_Source data_.

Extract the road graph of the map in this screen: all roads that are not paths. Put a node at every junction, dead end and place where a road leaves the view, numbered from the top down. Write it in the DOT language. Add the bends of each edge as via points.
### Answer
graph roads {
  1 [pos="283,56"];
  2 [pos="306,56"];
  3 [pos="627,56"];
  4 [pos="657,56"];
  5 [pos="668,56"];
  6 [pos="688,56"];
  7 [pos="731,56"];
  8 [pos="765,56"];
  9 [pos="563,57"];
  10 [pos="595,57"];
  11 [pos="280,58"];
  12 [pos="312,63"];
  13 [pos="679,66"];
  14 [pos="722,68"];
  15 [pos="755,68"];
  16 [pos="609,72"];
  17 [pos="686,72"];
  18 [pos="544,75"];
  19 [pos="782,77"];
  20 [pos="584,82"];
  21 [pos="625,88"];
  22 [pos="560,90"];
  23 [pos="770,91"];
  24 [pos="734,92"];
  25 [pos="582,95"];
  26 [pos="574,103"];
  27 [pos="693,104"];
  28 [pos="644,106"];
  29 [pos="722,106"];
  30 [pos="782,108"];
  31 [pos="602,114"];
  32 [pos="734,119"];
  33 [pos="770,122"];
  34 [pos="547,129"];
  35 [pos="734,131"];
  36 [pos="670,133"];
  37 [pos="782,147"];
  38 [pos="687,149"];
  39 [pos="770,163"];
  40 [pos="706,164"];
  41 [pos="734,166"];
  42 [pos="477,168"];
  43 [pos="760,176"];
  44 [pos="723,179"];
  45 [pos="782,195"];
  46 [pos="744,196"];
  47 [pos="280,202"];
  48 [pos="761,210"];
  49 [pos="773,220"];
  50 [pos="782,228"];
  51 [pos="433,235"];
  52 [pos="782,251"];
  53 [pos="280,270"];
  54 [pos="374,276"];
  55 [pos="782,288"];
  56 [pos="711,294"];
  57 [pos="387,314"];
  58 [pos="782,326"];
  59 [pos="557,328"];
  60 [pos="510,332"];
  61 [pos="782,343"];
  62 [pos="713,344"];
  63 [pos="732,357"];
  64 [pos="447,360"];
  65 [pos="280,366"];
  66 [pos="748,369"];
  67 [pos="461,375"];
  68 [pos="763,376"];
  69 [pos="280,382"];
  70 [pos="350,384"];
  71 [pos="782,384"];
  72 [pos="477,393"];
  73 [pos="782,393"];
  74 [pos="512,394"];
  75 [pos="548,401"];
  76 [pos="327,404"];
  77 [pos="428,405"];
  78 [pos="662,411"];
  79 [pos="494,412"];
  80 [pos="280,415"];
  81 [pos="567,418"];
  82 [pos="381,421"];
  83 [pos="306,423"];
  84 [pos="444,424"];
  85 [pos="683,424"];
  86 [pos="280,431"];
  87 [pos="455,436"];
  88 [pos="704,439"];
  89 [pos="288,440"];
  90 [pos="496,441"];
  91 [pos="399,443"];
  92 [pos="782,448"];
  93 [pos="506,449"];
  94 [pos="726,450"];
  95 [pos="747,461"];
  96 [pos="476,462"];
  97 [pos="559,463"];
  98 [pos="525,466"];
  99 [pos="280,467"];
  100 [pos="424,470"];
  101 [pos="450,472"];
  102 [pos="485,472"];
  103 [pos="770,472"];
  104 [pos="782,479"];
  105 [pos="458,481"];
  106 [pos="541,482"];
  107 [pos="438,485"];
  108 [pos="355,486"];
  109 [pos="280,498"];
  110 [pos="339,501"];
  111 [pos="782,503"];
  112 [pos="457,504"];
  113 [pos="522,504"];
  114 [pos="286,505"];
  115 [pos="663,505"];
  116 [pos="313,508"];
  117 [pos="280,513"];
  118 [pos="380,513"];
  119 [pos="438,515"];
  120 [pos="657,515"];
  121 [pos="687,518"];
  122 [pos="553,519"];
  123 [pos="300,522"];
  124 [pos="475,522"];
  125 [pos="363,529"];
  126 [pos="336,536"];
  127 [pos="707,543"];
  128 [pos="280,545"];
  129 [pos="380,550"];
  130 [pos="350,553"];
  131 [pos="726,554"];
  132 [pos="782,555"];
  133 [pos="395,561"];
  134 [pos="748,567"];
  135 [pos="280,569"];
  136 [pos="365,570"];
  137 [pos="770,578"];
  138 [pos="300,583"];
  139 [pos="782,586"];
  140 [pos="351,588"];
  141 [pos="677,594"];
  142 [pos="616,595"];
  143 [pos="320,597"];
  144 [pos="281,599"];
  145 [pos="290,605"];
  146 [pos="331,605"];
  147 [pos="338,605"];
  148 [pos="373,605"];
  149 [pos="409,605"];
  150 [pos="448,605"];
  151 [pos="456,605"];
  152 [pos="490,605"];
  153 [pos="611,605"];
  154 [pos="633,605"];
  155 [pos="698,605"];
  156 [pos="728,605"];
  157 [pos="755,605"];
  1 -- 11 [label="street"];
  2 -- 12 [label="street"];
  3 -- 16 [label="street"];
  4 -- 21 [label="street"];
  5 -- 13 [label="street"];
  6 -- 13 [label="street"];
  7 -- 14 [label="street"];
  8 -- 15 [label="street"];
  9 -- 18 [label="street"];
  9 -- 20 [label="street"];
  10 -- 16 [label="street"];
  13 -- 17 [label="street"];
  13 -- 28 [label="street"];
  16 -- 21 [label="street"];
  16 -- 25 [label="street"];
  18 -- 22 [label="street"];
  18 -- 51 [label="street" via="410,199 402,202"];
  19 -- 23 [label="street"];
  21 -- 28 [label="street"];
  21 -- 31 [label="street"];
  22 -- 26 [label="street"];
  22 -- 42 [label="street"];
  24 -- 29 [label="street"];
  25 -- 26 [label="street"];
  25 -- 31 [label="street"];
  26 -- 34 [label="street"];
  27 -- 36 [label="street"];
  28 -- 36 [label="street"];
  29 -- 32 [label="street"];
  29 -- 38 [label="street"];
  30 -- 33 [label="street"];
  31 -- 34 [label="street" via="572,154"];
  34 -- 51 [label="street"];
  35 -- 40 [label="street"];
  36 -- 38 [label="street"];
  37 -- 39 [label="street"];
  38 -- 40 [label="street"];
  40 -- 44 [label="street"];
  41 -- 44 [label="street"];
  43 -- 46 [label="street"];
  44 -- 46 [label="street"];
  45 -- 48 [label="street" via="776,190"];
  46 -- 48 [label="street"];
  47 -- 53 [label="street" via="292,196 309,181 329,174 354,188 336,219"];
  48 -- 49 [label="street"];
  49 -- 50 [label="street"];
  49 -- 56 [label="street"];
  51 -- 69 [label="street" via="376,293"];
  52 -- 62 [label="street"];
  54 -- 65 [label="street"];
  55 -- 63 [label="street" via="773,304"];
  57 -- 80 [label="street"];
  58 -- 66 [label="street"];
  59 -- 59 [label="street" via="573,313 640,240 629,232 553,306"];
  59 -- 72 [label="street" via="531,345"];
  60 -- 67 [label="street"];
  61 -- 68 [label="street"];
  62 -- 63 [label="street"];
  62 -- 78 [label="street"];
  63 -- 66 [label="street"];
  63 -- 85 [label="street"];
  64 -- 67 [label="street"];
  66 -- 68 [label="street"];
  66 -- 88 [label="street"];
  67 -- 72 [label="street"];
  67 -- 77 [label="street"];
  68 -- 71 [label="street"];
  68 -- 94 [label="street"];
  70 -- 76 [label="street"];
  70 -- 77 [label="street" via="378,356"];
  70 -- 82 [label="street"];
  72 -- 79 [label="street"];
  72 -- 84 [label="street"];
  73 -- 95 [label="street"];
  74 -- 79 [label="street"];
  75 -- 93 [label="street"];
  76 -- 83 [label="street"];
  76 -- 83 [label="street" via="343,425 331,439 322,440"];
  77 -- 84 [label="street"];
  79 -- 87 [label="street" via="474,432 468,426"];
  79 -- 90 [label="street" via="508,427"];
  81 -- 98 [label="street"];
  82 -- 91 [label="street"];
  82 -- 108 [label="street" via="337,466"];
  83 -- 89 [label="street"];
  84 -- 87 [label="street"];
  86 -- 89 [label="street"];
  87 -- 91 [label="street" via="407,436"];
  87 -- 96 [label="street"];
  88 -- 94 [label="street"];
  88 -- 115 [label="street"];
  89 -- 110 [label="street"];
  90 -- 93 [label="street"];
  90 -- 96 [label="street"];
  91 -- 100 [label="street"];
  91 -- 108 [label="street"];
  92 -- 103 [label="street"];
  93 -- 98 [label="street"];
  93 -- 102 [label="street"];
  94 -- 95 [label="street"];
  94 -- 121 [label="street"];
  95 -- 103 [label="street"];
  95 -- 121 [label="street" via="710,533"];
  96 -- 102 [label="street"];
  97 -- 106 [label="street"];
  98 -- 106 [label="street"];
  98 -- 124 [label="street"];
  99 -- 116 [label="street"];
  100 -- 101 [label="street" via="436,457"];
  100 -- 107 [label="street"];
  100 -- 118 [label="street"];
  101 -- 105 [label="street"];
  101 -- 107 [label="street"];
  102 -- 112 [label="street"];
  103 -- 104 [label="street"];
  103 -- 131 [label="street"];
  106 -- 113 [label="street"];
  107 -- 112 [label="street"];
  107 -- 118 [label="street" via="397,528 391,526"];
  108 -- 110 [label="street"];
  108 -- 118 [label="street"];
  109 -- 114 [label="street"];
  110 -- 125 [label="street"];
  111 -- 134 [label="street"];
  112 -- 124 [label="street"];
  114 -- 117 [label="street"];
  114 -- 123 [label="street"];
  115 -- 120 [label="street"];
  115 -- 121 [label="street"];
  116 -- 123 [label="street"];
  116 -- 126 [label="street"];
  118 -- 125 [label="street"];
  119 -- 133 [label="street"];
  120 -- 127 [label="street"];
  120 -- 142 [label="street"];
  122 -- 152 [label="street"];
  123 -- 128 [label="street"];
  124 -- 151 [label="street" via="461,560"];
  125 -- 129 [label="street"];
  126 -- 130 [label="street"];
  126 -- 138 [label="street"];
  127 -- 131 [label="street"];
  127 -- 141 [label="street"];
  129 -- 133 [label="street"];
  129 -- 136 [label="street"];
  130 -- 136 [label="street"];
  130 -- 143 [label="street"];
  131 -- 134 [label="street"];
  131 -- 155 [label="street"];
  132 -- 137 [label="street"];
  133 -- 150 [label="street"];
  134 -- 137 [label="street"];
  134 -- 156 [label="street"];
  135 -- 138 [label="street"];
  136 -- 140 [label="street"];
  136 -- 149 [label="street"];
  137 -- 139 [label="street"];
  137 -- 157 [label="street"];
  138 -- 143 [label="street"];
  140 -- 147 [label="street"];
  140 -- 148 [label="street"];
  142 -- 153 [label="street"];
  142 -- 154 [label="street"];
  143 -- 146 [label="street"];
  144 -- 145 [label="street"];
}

_Task item_.
Report how many lines of the entries above contain the word "graph", giving the number by itself.

_Written answer_.
2